I so enjoy these essays because they give me a chance to reflect on my faith and relationship to others. They call me to try to be a better husband, father, and neighbor. A few sentences always strike me in each essay. The first one here was “tension between faith and works”. This has long been a favorite passage of mine (I know, I have quite a few, but that is how it is with truth). I have reflected on faith and works. Neither one itself is sufficient, as James pointed out. I’m not sure they are in tension, except for those who believe one or the other will be sufficient. You might as well ask whether inhaling or exhaling was sufficient. You simply cannot have one without the other and have life within you. The Catholic Church and various Protestant denominations came to an understanding years ago and identified Grace as the central focus, not faith or works alone, but by grace do we have both and demonstrate both.

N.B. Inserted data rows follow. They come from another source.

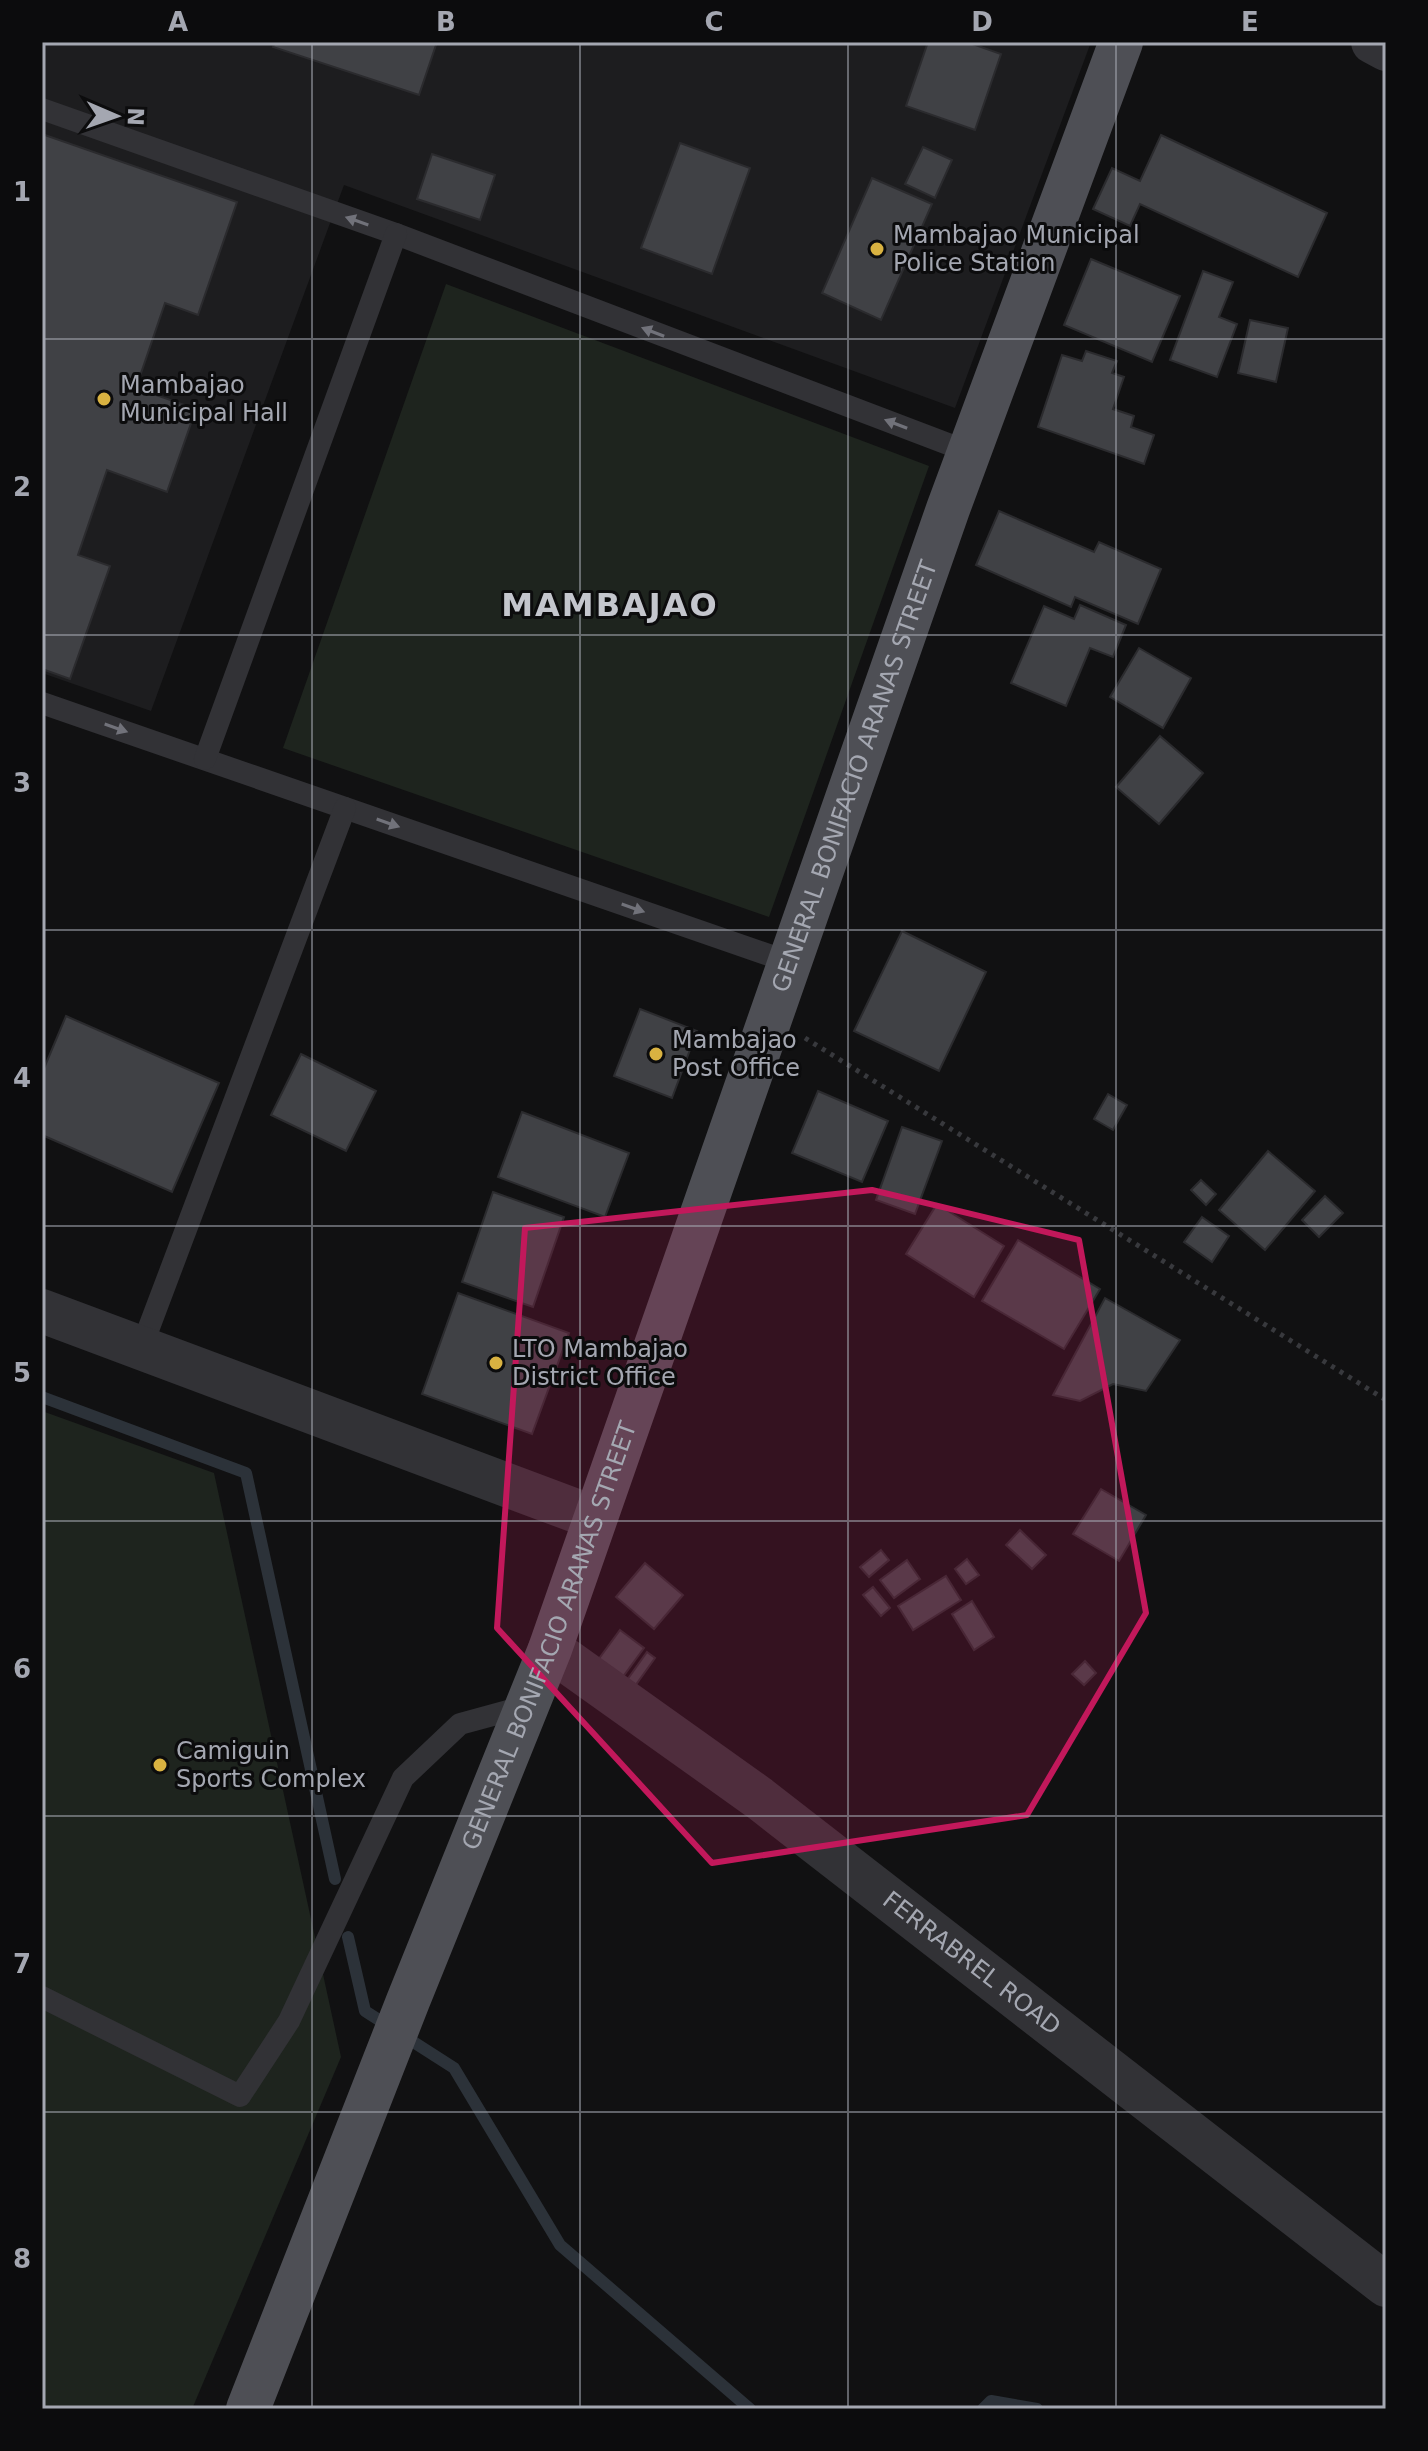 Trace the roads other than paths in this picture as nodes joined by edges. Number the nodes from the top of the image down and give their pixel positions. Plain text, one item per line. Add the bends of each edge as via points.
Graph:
1 (1121, 42) edge
2 (1373, 42) edge
3 (1386, 49) edge
4 (42, 109) edge
5 (396, 234) junction
6 (969, 452) junction
7 (42, 703) edge
8 (205, 759) junction
9 (345, 808) junction
10 (789, 962) junction
11 (42, 1311) edge
12 (142, 1346) junction
13 (595, 1518) junction
14 (550, 1649) junction
15 (527, 1705) junction
16 (42, 1997) edge
17 (1386, 2285) edge
18 (248, 2409) edge

1 - 6 main road, GENERAL BONIFACIO ARANAS STREET
2 - 3 street
5 -> 4 lane
6 -> 5 lane
5 - 8 lane
6 - 10 main road, GENERAL BONIFACIO ARANAS STREET
7 -> 8 lane
8 - 9 lane
9 -> 10 lane
9 - 12 lane
10 - 13 main road, GENERAL BONIFACIO ARANAS STREET
11 - 12 street
12 - 13 street
13 - 14 main road, GENERAL BONIFACIO ARANAS STREET
14 - 15 main road, GENERAL BONIFACIO ARANAS STREET
14 - 17 street, FERRABREL ROAD via 759,1798
15 - 16 lane via 460,1724 403,1778 289,2021 240,2096
15 - 18 main road, GENERAL BONIFACIO ARANAS STREET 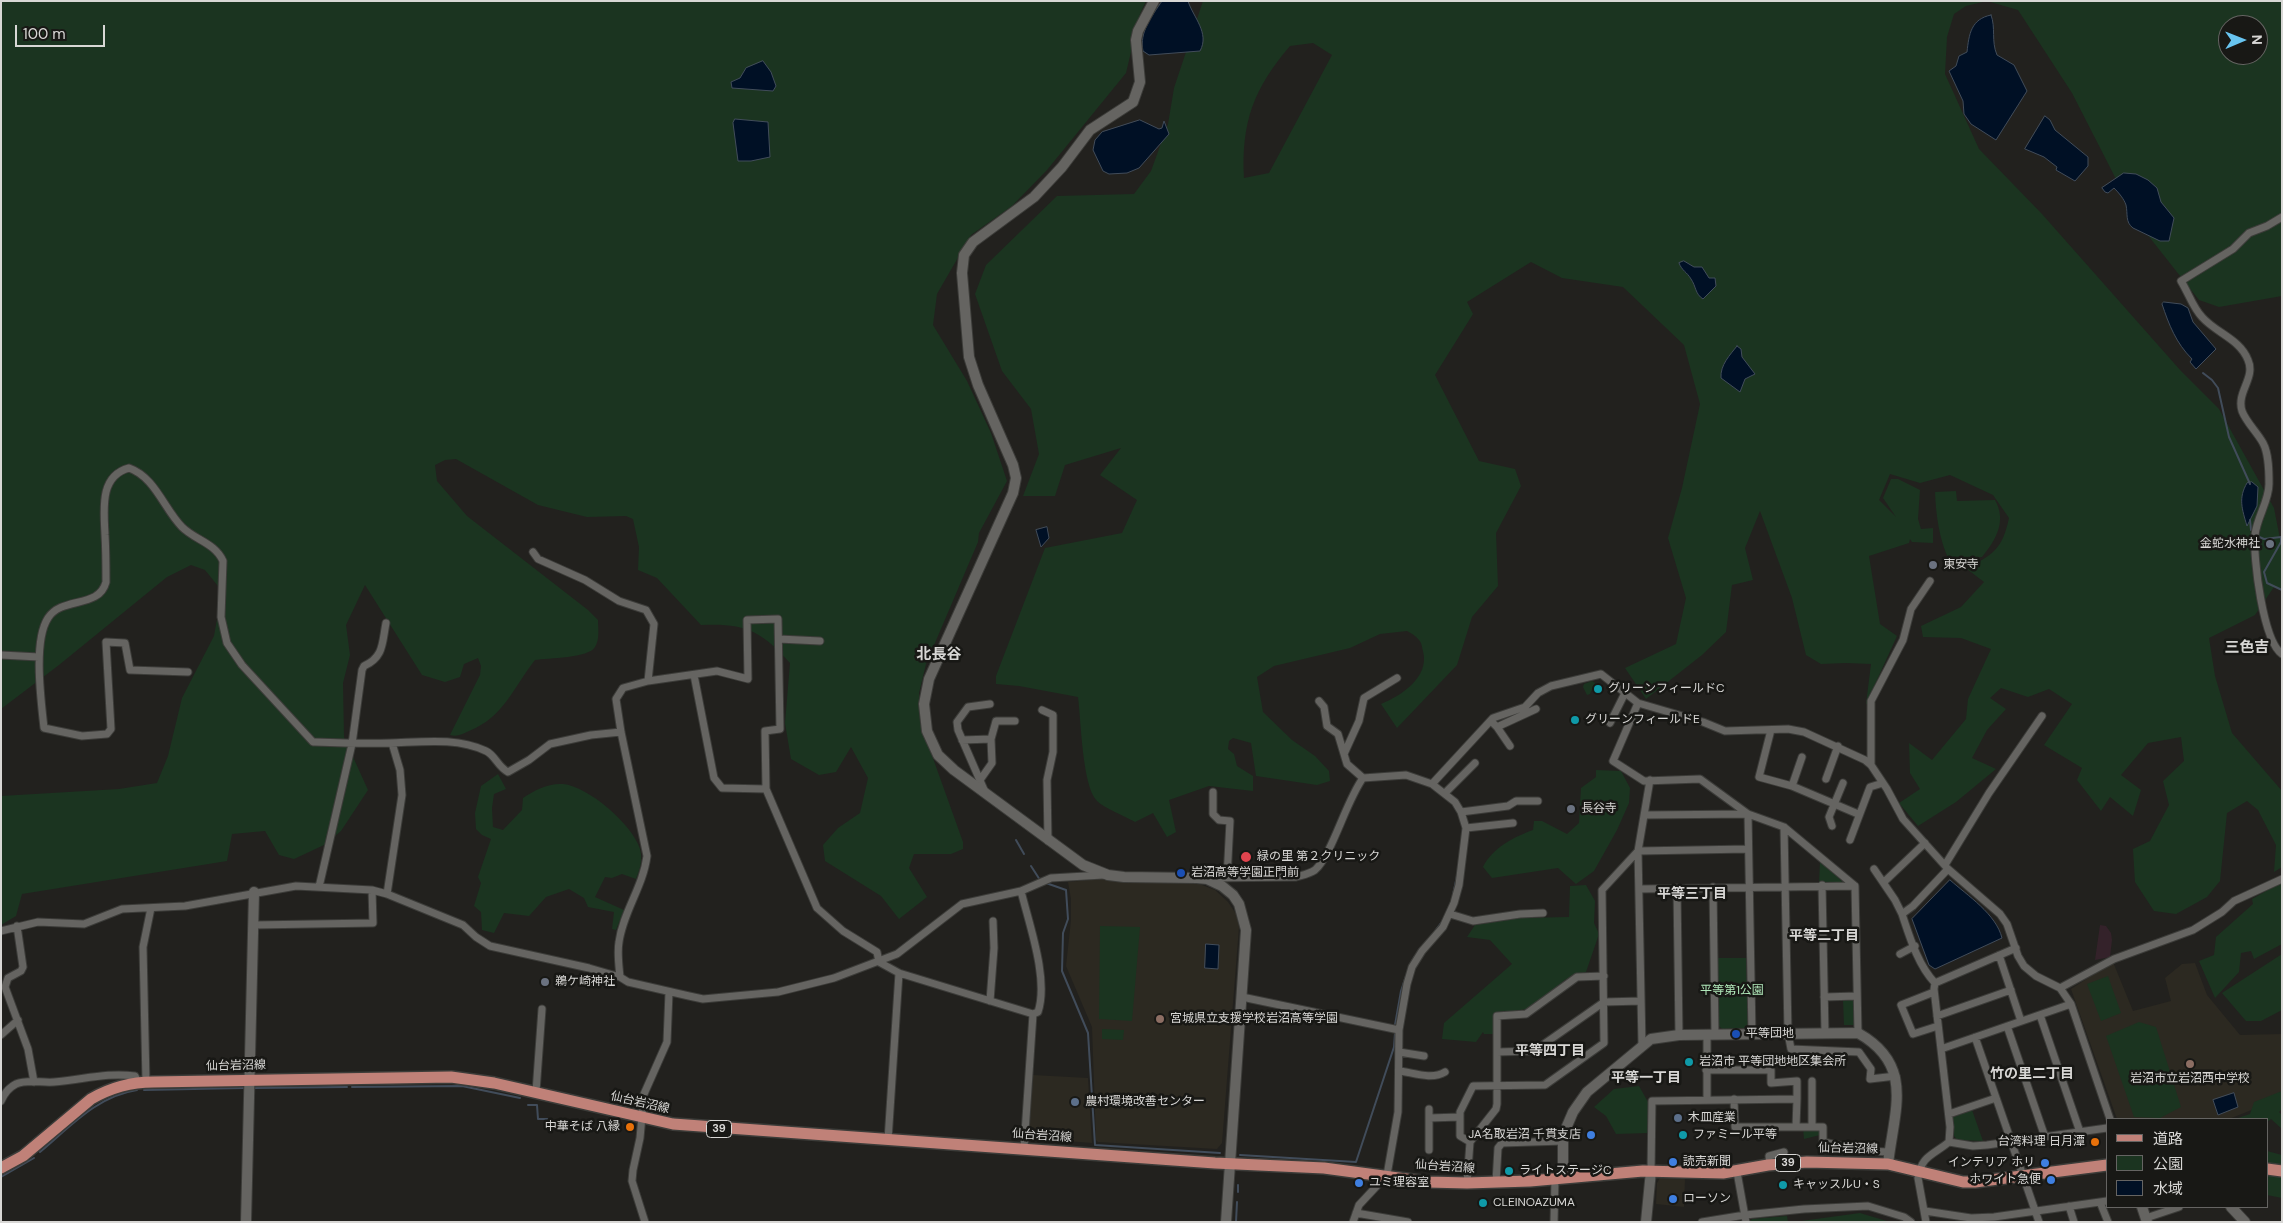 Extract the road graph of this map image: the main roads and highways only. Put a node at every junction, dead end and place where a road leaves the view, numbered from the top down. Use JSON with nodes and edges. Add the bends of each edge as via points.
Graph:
{"nodes":[{"id":1,"x":2106,"y":1165,"type":"edge"},
{"id":2,"x":1,"y":1168,"type":"edge"},
{"id":3,"x":2268,"y":1170,"type":"edge"},
{"id":4,"x":2282,"y":1171,"type":"edge"}],
"edges":[{"from":1,"to":2,"type":"main road","name":"仙台岩沼線","number":"39","via":[[1963,1182],[1888,1164],[1807,1162],[1700,1174],[1651,1171],[1496,1182],[1428,1182],[1324,1168],[708,1128],[640,1118],[494,1082],[451,1077],[142,1082],[102,1093],[23,1156]]},
{"from":3,"to":4,"type":"main road"}]}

The second was the discussion of loving one’s neighbor. The present age has attempted to bring everything down to emotions. Love is an emotion, but it is also a theological virtue. An emotion is a feeling, and cannot be forced and is difficult to direct, although hatred seems to thrive on nurturing. However, virtue can be practiced and improved, when understood as desiring a good for another as if it were for your own good. When directed outward, focused on another, not directed inward, not on what I feel, but on what I can do for another, is the virtue of Love truly expressed. There’s that pesky “works” again. Why would I do such a thing if I did not have faith, however? I’m not that nice a guy that I go around randomly doing good things, but that it brings me closer to God. Would that I was.

Thank you Klavans Elder and Younger, and keep it flowing.